Вспоминается еще один случай, связанный с отцом. Было это летом следующего, 1936 года. Отец работал где-то в районе улицы Урицкого, тоже по плотницкому делу. Я ему помогал, как часто бывало по воскресеньям. В середине дня он мне говорит: “Сходи в морской порт. Туда должен прийти пароход из Нарьян-Мара, и на нем приедет Санька” (Александр — мой старший брат, его первый сын). Мне надо его узнать и позвать сюда, на встречу с отцом. Я отправился в порт. Встал недалеко от причала. Жду. Народу полно, все ждут парохода из Нарьян-Мара. Наконец пароход показался и стал пришвартовываться. На палубе очень много пассажиров. Я ищу Саньку глазами — как бы его узнать? Я ведь видел его последний раз лет пять назад, когда он приезжал к нам в Запольки. Увидел белобрысого парня на борту. Ну, думаю, это он, и уже не спускаю с него глаз. Установили трап. Стали выходить пассажиры с парохода. Мне надо не потерять из виду белобрысого. На палубе его уже нет. Смотрю на трап — а трап широкий, по нему пассажиры идут по два, по три в ряд. Наконец вижу своего белобрысого. Он уже сошел с трапа и идет один. Никто его не встречает. Подбираюсь к нему и говорю: “Санька, это я, Миша. С тобой хочет встретиться отец. Я тебя провожу к нему”. Он отвечает, что меня не знает и что его отца в Архангельске не может быть. И зашагал дальше. Я остолбенел. Сразу догадываюсь: не хочет встречаться с отцом, боится, не признался. Переживаю за отца — ведь ему будет обидно. А может, я действительно ошибся и перепутал? Делать нечего. Теперь уже толпа разошлась, и я все равно Саньку не найду. Постоял еще немного. Вернулся к отцу, рассказал, как было. Он молча выслушал. Сказал: “Обознался”, — и ничего больше не уточнял, не спрашивал и об этом больше никогда не вспоминал.

Итак, идет 1936 год. Мама работает по-прежнему на конюшне. Встает рано утром. Мы еще спим. Следующим поднимаюсь я — пора в школу. Печь уже истоплена, на плите — кипяток, на столе — картошка и хлеб (карточки уже отменили, и, кажется, живем не впроголодь). Леня и Толя остаются одни — Леня за старшего, я иду в школу.

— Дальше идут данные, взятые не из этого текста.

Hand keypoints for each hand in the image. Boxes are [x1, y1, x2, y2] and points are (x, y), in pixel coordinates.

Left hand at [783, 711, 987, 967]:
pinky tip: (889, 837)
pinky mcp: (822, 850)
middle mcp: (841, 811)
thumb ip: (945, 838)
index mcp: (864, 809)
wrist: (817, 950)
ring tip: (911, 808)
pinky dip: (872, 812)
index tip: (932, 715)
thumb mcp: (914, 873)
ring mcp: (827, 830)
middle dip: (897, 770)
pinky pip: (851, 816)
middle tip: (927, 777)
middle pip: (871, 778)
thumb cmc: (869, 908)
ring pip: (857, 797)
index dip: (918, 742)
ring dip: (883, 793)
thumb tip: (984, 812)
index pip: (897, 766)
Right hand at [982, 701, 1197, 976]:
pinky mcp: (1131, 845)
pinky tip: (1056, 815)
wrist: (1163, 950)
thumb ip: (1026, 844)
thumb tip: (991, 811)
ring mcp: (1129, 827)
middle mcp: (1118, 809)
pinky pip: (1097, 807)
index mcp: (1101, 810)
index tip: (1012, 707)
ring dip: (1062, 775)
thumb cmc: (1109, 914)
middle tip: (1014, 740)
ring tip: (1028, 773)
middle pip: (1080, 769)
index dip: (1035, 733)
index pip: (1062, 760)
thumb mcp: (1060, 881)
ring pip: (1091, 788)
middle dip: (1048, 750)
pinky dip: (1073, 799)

Возвращаясь из школы, я бежал на конюшню, докладывал маме о своем прибытии и получал от нее указания по дому. Ходить в магазин за повседневными продуктами — это моя обязанность. Где лежат деньги, я знал: в коробочке с надписью “Монпансье”. В мамины доходы и расходы я был посвящен полностью; денег всегда было в обрез, но и в долги никогда не залезали. Ели обычно вареную треску с картошкой. Сыр и колбасу покупали редко — только по праздникам. Раз в месяц я вставал в четыре-пять утра, шел к рынку и занимал очередь за головизной (головы говяжьи или трески) — она дешевле, и из нее варили супы. Головизну продавали в рыночной палатке и привозили к девяти часам утра. Если заранее не занять очередь — не достанется.

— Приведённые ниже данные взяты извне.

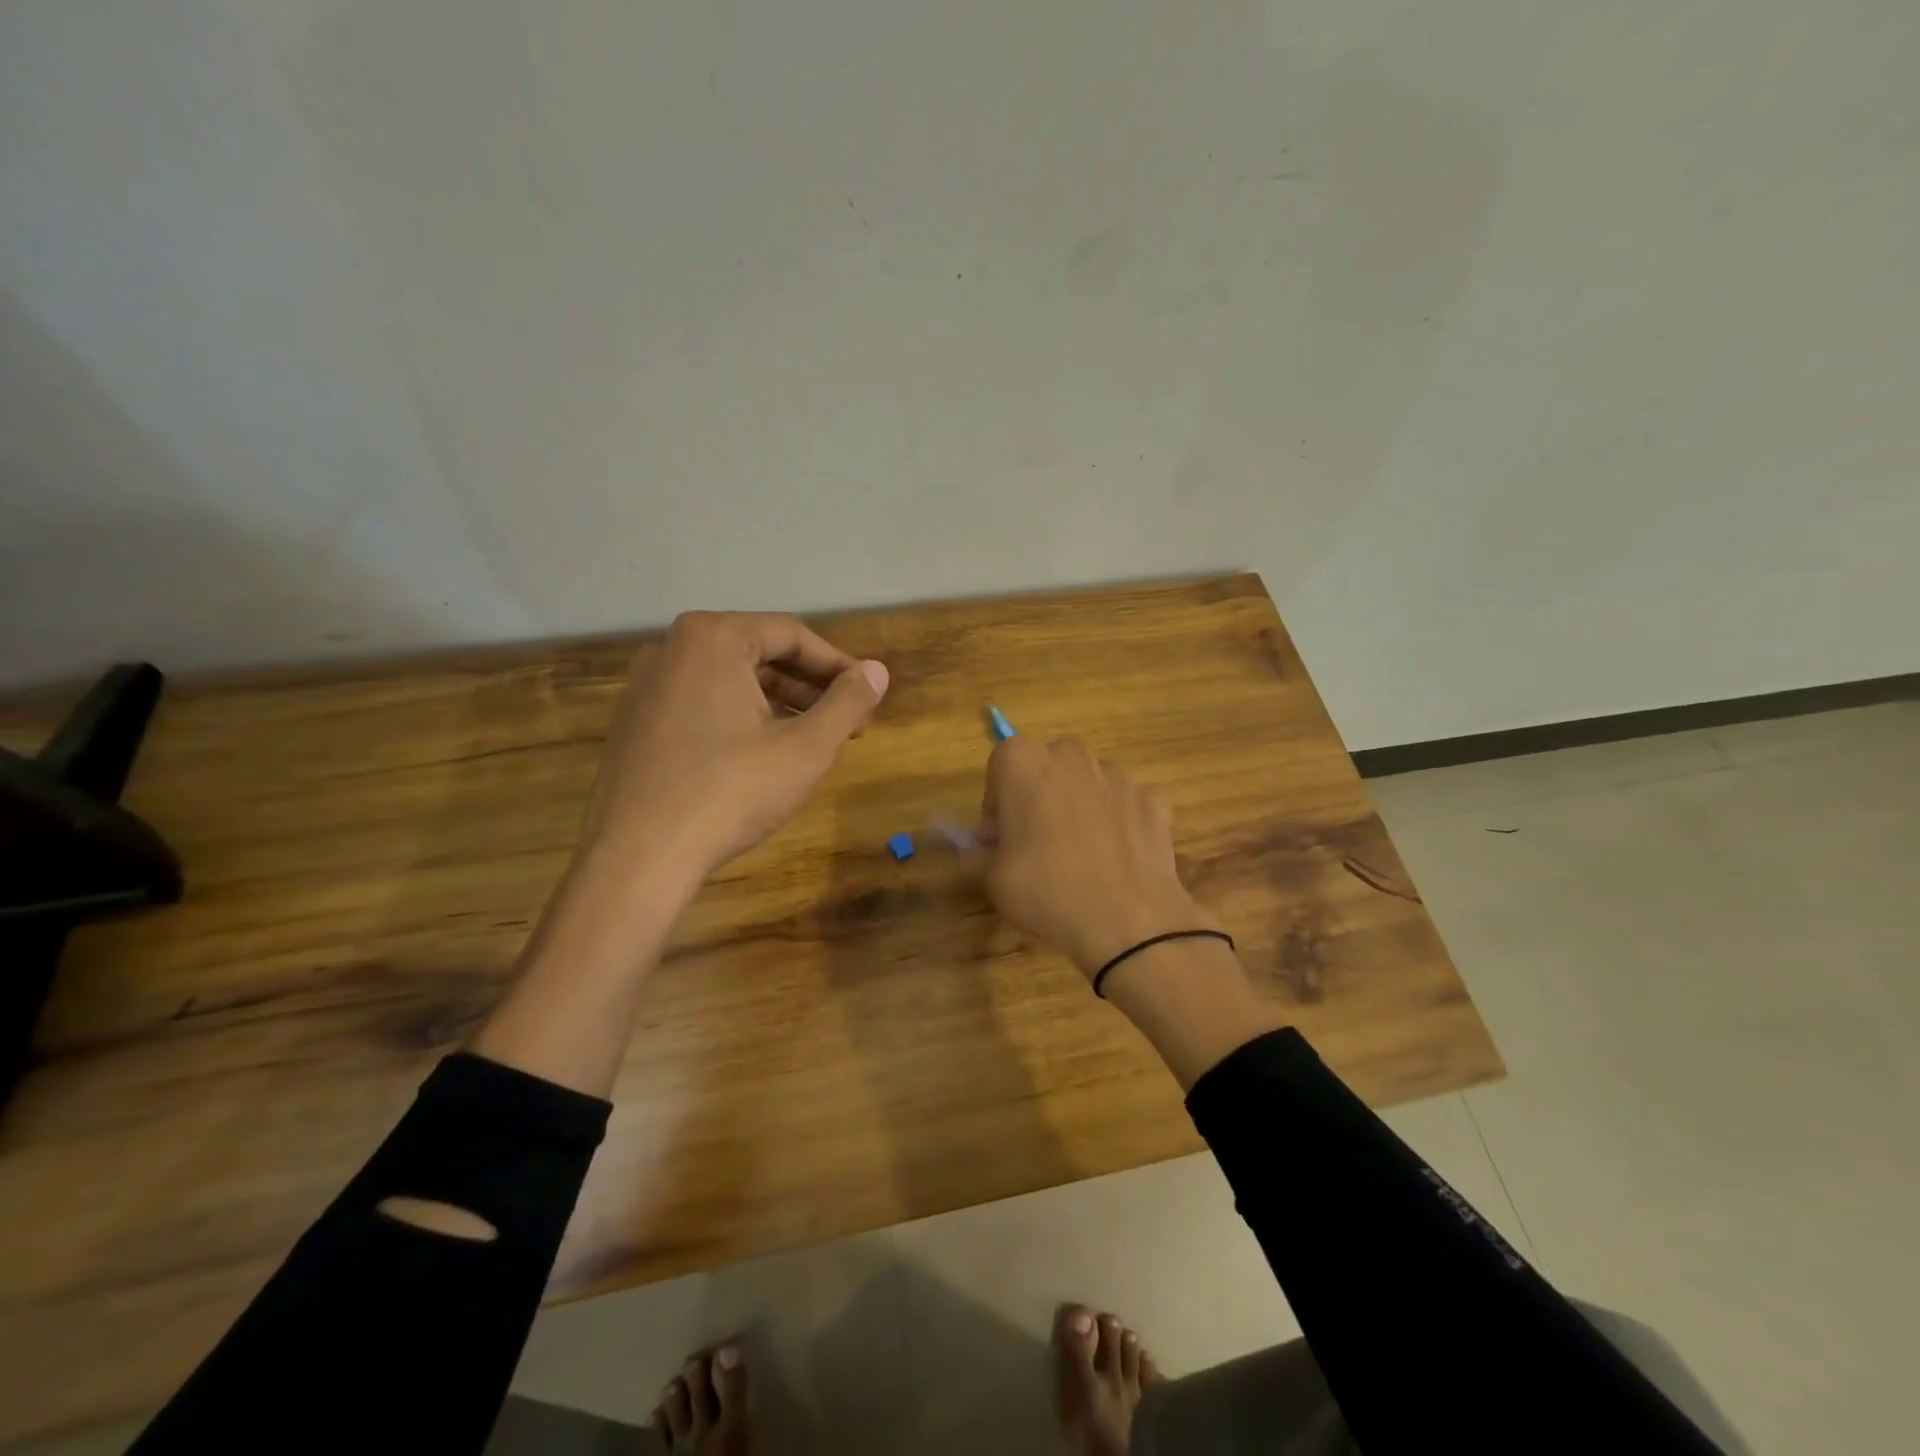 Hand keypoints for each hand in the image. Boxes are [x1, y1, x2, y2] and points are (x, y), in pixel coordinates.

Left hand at [583, 611, 888, 879]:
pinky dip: (740, 717)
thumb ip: (848, 703)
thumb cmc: (730, 792)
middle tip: (847, 724)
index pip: (791, 635)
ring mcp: (646, 685)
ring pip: (730, 680)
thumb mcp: (806, 748)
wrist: (638, 857)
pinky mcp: (635, 721)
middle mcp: (671, 648)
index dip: (838, 666)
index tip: (867, 698)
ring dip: (779, 704)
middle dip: (810, 687)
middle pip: (759, 653)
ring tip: (812, 741)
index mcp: (712, 638)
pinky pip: (701, 703)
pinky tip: (761, 756)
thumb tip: (878, 671)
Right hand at [976, 737, 1220, 978]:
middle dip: (1036, 800)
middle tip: (1033, 848)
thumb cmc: (1047, 891)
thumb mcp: (992, 880)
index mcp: (1024, 762)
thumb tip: (979, 850)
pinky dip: (1113, 827)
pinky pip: (1120, 808)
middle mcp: (1071, 755)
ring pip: (1084, 786)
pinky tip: (1112, 865)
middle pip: (1044, 770)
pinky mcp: (1151, 800)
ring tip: (1078, 861)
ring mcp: (1117, 776)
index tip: (999, 842)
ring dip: (1075, 811)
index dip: (995, 807)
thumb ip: (977, 855)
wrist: (1130, 922)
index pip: (998, 769)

Приходилось мне занимать очередь и за полотном (для простыней). Полотно было дефицитом и продавалось лишь иногда в промтоварном магазине на втором этаже. Надо было прийти к магазину пораньше и стоять у двери до девяти часов. В девять, как только двери магазина откроют, все, кто ждет у двери, устремляются внутрь и, толкая друг друга локтями, бросаются по узкой лестнице с одним поворотом на второй этаж. Первым я никогда не оказывался, но полотно доставалось — его выбирала уже мама, подходившая ко мне чуть попозже.

Как-то летом 1936 года мама поехала в Шенкурск — взять там у знакомых и родственников некоторые припрятанные вещи. Мы оставались несколько дней одни. Мама вернулась с хорошим багажом. Помню, она привезла перину, ватное стеганое одеяло, какие-то отрезы сукна, сатина, полотна и еще каких-то гостинцев нам. Мы, ребята, играли в момент ее приезда со сверстниками из своей компании. Увидели маму, прибежали домой. Мы с Толей остались, а Леня после маминого угощения убежал к ребятам доигрывать — радостный. Вдруг прибегают ребята и кричат, что Леня попал под машину. Я бегу бегом и вижу: на развилке двух мостовых дорог за конюшней стоит в кювете возле дороги грузовая машина на боку, добегаю и вижу разбитого Леню у машины. Мама бежит за мной, я назад к ней навстречу и говорю, что да, Леня. Она так и села на мостовую возле средних ворот конюшни, дальше идти не может. И не плачет даже, а что-то произносит непонятное. Я подсел рядом, стал что-то говорить — она меня как будто не замечает. А я слышал когда-то, что, если человек испугался сильно, надо брызнуть ему в лицо или на голову холодной водой. Рядом у входа в конюшню стояла бочка с водой — зачерпнул ковш воды и вылил его на голову маме. Она действительно очнулась, встала и с мокрыми волосами пошла к машине. Тут она увидела мертвого Леню и, прижав его к себе, заплакала навзрыд.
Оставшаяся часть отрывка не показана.